In short: everything is easier to understand if you operate on base clocks( Fsb 800 really runs at 200MHz, ddr800 ram runs at 400Mhz, if you want to know why than google Quad Pumped FSB nd DDR respectively)
As for e5200, its higly unlikely that it will go beyond fsb 333mhz, mine maxes out at 330mhz. Remember its a budget chip.
I've tried over and over to overclock my e5200 on two Asus motherboards capable of fsb 2000. I could not get the e5200 to 1333, would not even post. It's completely stable at 1066 24/7 at the same volatge as on stock speed 1.2 vcore!

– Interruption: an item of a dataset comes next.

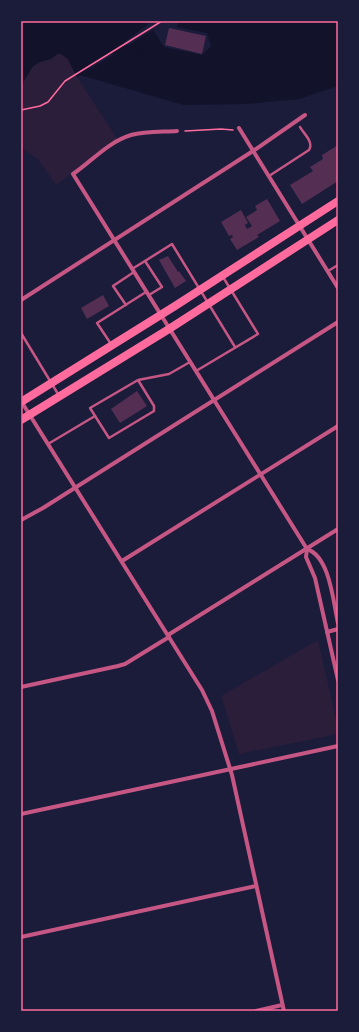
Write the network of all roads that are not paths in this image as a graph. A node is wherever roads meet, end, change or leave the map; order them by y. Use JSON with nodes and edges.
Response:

On the stock Intel HSF both cores "only" goes to 61 C after 30 minutes of Crysis, Far Cry 2.
Doubling the FSB would double the clock speed -> 5ghz on an E5200 is unheard of on any air or water cooling, even an 8 series would struggle to see past 4.3ghz even messing with the multiplier to get there
Better option - set the ram for 1:1 if you can and clock it up that way to get the max out of it (so in the end its the cpu thats maxed, not the ram or motherboard), and as for higher ram speeds, anything beyond 1:1 ratio (eg 800 fsb with 1066 ram) wont see any benifits or minimal at best.
You will definitely see a difference running that e5200 from stock 2.5 GHz to 3.3 GHz on a 1066 bus. Just leave your RAM at stock settings for a 2:3 ratio as you'll have to underclock it if you want 1:1 which will slow down your system in this case.
I tried doing exactly what you said. It seemed to me to get a good 1:1 ratio with the ram (800 Mhz), I wanted to set the bus to 400 Mhz (1600 Mhz FSB). If I did that, I knew my E5200 would not run at 5 Ghz, so I planned on reducing the multiplier to a more reasonable 8 (3.2 Ghz). This would make the FSB mesh well with the ram and allow my ram to use its full capabilities, all the while giving me a nice overclock. However, I have not been able to make this work, and right now I have my E5200 at 266 x 12.5 for a 3.33 Ghz system. My ram is still running at 800, but has a divider and is not running at 1:1 ratio.